TARAKAN — Pelabuhan Tengkayu I mengambil langkah cepat menindak maraknya calo tiket non-reguler, yang beroperasi di sekitar kawasan pelabuhan. UPTD Pelabuhan memastikan persoalan ini menjadi agenda prioritas dan dibahas dalam rapat koordinasi bersama instansi terkait dalam waktu dekat.
Kepala Seksi Sarana dan Prasarana Keselamatan Angkutan Perairan UPTD Pelabuhan Tengkayu I, Widia Ayu Saraswati, mengatakan keluhan masyarakat terkait calo tiket terus meningkat dalam beberapa minggu terakhir, termasuk sorotan dari Komisi Gabungan DPRD Kaltara.

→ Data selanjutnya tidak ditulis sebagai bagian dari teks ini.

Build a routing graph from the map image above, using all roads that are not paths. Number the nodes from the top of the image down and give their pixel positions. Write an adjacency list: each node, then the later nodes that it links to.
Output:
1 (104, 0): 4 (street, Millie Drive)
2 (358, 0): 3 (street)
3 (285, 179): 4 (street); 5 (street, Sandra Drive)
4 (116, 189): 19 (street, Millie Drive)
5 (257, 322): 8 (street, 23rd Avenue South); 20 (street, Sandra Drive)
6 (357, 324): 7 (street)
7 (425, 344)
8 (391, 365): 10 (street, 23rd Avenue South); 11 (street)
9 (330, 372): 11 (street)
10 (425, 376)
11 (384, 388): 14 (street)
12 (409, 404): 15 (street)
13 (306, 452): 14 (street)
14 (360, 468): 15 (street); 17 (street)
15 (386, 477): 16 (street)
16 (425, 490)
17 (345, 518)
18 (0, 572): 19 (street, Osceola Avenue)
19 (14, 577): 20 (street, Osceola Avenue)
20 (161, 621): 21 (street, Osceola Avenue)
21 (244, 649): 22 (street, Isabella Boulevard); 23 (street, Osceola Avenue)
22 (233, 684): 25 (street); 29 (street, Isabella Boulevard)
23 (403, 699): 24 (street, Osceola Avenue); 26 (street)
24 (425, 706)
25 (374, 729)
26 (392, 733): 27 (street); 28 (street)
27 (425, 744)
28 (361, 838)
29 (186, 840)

“Kami akan rapatkan bersama KSKP dan asosiasi penjual tiket non-reguler. Ini sudah jadi atensi dan kami tindak lanjuti,” ujar Widia di Tarakan, Selasa (25/11/2025).
Widia menegaskan, penanganan calo tiket harus dilakukan melalui koordinasi lintas instansi untuk menghindari gesekan di lapangan.
Selain calo, PKL yang kembali berjualan di zona terlarang juga akan ditertibkan dalam waktu dekat. Lokasi mereka akan dikembalikan ke area yang telah disepakati di koridor krestel. Pengelola juga menyoroti keluhan buruh angkut yang mematok tarif tak sesuai ketentuan dan mengambil barang tanpa konfirmasi. Koordinasi dengan koperasi buruh akan dilakukan untuk meningkatkan pengawasan.
UPTD juga memperbaiki sejumlah fasilitas dasar, termasuk menambah intensitas kebersihan toilet dengan menempatkan petugas standby di pintu toilet. Toilet kedatangan yang sebelumnya bermasalah kini sudah kembali beroperasi setelah perbaikan suplai air.
“SDM kami memang terbatas dan fasilitas belum ideal, tapi yang bisa kami tindak lanjuti tetap kami optimalkan,” jelas Widia.